- [WORK INSTRUCTIONS] A complete answer lists every line of the entries below where the string "accent" appears.
::::::::::
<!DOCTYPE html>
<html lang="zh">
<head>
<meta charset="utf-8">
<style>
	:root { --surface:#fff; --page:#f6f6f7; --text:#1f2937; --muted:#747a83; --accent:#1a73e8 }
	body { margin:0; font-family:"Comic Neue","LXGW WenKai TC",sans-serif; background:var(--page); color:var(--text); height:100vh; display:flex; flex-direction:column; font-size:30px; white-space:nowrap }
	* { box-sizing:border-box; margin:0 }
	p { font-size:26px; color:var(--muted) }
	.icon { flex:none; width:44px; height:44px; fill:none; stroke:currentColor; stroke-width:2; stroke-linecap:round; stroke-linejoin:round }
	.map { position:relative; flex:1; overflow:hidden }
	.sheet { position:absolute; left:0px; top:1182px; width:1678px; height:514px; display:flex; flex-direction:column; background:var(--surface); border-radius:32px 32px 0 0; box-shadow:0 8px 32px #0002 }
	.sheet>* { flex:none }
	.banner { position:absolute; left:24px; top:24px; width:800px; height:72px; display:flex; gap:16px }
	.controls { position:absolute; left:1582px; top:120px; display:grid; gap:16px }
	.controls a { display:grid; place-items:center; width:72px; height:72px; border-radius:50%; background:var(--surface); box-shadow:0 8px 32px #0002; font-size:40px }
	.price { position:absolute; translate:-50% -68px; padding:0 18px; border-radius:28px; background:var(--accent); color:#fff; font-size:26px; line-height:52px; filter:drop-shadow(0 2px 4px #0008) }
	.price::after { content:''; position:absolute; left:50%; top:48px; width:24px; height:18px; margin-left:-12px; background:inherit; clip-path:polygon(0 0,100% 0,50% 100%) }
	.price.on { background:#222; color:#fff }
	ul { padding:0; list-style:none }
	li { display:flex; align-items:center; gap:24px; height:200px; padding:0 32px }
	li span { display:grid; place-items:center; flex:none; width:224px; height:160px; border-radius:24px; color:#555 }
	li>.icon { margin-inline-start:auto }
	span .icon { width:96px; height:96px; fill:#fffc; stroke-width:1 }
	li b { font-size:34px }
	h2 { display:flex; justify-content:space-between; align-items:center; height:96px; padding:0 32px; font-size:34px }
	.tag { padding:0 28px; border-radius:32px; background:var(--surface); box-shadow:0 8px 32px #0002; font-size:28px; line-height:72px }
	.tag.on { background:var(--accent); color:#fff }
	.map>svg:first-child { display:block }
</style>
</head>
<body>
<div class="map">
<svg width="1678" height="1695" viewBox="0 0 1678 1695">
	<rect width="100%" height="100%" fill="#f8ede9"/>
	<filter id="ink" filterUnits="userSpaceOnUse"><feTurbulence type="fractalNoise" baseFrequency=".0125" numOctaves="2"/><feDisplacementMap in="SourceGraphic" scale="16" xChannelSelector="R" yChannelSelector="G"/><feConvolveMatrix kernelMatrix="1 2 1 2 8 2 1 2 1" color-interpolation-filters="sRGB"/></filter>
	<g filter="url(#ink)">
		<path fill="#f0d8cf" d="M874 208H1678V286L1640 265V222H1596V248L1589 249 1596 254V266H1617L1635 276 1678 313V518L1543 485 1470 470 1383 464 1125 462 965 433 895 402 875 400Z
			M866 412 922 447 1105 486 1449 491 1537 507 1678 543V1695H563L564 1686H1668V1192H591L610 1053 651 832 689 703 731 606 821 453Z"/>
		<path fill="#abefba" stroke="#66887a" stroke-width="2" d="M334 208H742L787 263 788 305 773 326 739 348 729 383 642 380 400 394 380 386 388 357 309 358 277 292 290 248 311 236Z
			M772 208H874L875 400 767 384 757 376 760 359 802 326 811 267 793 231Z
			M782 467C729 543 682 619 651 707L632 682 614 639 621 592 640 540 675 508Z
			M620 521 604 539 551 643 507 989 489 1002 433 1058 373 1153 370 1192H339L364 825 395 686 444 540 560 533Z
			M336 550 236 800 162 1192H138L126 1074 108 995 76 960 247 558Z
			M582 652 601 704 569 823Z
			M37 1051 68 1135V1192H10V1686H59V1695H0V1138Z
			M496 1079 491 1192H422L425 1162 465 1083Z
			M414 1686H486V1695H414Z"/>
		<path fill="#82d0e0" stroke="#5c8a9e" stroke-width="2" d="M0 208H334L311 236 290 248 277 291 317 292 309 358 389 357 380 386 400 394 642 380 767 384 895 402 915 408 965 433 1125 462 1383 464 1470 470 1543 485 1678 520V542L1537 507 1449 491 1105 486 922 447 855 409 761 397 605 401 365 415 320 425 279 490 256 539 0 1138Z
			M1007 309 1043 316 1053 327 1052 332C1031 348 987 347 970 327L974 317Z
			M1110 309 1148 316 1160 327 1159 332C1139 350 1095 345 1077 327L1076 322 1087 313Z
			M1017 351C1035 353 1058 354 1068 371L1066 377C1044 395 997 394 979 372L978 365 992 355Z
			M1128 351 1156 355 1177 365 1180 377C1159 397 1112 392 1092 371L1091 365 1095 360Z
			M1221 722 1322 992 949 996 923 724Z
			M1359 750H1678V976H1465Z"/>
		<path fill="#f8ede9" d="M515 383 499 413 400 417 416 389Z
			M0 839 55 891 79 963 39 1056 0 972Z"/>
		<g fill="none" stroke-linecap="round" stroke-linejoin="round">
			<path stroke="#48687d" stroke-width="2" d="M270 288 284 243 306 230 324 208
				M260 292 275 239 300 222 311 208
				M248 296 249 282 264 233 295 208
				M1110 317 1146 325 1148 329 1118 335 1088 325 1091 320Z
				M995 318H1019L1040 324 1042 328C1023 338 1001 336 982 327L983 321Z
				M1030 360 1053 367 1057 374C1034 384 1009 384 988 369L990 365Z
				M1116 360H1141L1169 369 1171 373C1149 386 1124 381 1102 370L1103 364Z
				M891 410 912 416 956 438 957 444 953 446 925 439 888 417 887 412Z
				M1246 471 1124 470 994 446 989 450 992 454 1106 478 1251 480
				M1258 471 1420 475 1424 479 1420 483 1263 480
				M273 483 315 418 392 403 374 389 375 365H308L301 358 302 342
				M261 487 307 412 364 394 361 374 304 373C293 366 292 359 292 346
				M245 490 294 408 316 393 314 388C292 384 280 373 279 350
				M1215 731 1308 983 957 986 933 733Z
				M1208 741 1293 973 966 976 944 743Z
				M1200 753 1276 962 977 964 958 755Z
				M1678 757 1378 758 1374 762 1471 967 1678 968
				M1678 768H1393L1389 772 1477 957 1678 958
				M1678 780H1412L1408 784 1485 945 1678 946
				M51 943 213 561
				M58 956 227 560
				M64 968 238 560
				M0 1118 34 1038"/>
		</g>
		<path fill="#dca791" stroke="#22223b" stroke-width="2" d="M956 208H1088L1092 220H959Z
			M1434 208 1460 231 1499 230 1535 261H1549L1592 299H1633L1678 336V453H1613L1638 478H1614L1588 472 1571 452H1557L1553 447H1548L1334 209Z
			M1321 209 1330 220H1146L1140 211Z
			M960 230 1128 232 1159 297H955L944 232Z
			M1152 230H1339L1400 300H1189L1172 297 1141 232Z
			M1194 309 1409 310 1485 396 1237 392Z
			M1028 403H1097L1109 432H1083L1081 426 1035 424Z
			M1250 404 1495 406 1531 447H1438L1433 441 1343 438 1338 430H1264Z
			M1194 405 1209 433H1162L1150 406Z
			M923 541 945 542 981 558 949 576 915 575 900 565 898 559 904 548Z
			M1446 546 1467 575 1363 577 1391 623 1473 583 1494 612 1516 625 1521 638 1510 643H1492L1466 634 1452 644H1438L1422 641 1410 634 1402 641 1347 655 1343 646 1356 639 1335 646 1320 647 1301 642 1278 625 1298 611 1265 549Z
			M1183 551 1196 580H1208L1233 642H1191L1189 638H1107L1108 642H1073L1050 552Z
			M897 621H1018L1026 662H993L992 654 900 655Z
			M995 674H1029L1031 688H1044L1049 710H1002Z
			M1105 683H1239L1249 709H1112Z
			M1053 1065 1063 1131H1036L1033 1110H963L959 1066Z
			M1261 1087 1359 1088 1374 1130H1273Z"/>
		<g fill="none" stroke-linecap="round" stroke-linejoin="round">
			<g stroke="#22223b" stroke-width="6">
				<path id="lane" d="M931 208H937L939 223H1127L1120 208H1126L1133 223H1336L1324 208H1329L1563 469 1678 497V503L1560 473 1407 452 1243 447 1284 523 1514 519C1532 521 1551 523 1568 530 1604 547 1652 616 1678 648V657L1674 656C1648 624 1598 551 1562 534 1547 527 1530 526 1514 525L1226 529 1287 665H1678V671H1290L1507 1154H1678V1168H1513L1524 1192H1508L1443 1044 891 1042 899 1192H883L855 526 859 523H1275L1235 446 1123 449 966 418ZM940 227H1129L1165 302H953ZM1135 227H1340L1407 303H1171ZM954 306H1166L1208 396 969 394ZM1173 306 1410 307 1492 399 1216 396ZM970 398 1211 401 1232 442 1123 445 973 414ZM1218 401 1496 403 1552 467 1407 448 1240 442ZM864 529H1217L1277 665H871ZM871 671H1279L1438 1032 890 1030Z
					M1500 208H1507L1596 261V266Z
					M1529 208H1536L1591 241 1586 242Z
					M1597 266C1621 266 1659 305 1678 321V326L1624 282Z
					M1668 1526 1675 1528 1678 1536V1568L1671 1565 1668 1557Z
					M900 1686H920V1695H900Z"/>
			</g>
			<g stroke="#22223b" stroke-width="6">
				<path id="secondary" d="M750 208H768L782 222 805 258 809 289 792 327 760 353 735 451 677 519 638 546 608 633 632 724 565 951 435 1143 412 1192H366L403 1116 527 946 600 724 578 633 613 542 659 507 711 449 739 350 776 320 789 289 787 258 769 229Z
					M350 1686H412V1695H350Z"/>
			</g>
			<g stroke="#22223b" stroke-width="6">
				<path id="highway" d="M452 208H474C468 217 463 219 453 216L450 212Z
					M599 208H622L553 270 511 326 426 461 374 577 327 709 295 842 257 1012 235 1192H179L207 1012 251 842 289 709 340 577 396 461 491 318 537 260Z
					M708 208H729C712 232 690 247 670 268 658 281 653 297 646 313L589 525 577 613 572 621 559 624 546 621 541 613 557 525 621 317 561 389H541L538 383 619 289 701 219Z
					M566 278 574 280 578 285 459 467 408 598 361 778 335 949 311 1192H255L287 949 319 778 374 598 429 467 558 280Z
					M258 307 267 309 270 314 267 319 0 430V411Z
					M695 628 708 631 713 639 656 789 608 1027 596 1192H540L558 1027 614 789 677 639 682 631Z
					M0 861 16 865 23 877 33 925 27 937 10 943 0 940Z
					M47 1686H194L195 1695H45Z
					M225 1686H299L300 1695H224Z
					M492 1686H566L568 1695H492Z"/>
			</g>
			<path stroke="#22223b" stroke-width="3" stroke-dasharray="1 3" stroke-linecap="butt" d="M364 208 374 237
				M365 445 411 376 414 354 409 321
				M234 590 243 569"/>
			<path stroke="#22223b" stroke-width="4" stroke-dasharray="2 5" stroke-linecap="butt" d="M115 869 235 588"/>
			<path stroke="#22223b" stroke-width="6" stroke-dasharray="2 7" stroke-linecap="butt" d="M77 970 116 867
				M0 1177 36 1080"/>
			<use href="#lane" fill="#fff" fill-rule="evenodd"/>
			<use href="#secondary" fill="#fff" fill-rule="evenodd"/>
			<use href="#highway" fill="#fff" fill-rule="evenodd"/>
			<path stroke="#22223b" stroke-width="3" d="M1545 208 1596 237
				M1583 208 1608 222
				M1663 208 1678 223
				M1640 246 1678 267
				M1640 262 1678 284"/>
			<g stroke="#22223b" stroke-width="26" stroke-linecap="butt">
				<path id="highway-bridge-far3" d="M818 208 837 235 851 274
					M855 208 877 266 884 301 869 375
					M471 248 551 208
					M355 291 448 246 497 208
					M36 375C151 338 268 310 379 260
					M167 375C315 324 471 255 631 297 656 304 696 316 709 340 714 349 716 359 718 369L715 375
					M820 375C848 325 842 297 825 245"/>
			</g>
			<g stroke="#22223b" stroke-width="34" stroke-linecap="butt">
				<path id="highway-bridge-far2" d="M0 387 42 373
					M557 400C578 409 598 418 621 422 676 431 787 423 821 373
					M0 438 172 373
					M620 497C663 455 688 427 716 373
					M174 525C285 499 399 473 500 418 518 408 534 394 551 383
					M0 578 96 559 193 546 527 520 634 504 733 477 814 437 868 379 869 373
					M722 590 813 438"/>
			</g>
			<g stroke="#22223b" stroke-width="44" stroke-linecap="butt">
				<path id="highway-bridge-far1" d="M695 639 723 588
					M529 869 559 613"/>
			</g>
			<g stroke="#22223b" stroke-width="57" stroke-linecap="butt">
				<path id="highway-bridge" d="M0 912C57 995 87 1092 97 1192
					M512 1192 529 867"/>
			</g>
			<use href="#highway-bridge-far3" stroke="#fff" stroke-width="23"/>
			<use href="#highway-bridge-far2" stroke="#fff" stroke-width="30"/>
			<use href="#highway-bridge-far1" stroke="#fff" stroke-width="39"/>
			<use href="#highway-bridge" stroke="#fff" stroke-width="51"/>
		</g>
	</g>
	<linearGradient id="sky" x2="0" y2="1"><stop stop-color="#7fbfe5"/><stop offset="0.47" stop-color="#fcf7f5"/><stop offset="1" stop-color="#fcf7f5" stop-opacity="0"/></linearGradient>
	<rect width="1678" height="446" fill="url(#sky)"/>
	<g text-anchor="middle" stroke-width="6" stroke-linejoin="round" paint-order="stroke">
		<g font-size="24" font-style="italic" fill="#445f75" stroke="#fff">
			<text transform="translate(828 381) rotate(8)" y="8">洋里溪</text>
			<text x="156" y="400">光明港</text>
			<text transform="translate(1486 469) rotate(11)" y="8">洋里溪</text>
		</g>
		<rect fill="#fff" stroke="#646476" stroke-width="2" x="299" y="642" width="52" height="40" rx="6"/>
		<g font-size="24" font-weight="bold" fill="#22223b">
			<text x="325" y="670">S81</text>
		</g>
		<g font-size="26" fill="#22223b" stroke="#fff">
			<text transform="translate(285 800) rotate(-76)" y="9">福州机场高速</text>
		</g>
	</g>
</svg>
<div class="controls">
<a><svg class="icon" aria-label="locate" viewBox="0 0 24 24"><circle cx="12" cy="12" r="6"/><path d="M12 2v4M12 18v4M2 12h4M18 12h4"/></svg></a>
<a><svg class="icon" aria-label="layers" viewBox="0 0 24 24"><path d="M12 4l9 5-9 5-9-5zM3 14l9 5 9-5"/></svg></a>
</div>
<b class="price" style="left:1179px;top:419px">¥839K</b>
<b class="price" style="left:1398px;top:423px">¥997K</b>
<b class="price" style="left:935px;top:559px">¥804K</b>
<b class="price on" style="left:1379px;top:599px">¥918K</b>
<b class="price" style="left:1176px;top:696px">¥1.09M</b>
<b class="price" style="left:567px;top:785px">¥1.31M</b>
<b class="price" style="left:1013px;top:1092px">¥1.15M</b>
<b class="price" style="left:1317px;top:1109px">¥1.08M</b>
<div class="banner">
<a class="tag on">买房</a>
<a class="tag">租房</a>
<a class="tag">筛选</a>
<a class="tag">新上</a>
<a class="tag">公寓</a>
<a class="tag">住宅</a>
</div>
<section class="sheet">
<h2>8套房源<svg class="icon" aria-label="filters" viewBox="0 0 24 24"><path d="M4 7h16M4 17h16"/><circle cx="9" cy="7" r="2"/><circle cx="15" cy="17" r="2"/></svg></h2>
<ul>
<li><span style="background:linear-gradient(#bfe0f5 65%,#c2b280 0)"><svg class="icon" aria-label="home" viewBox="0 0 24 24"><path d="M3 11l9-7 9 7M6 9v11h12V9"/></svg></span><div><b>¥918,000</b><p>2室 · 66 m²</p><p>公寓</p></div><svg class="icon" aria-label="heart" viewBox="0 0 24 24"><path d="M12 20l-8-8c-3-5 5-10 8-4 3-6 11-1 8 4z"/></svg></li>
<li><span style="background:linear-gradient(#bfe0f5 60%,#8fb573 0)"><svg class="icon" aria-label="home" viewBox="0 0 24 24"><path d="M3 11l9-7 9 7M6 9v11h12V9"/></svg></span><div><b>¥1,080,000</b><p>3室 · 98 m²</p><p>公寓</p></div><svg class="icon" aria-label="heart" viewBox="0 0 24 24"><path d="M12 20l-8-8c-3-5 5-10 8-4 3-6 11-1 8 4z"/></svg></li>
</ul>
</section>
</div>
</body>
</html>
::::::::::
- [ANSWER SECTION]
	:root { --surface:#fff; --page:#f6f6f7; --text:#1f2937; --muted:#747a83; --accent:#1a73e8 }
	.price { position:absolute; translate:-50% -68px; padding:0 18px; border-radius:28px; background:var(--accent); color:#fff; font-size:26px; line-height:52px; filter:drop-shadow(0 2px 4px #0008) }
	.tag.on { background:var(--accent); color:#fff }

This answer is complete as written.